Third, NEPA remains one of the most favored causes of action for environmental interests to attempt to enjoin projects. In short, although case law makes it clear that NEPA imposes mere procedural requirements designed to simply ensure full disclosure of environmental impacts, NEPA requirements should not be viewed lightly by mine managers and their legal counsel.

Substantial permitting delays or onerous permit conditions resulting from the NEPA process can in many cases be fatal to project development. Obviously, court injunctions based upon NEPA violations or other permitting defects can be disastrous. See Sierra Club v. Penfold, 857 F.2d 1307 (9th Cir. 1988) (upholding injunctions over Alaska placer mining regions based upon the Interior Department's failure to prepare EISs assessing cumulative impacts of individual operating plans). Accord Northern Alaska Environmental Center v. Hodel, 803 F.2d 466 (9th Cir. 1986).

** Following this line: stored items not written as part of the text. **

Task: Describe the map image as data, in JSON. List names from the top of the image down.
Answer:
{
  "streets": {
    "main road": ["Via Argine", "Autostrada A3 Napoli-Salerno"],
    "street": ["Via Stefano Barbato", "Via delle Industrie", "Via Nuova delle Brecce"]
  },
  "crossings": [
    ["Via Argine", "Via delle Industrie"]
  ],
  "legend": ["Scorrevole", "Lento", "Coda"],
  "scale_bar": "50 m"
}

It is essential for company management to ensure that environmental permitting issues are integrated fully into the mine planning process. More specifically, the use of in-house company expertise and consultants in the fields of mining engineering, geology, environmental sciences, reclamation, government affairs, public relations, as well as law, must be coordinated to the maximum extent possible to ensure successful mine development in a timely manner.

To provide some factual context for this discussion, several recent mine permitting projects that I have been involved with are reviewed below. Then, some common strategies and principles which have been developed to steer successfully mine projects through the NEPA process are explored.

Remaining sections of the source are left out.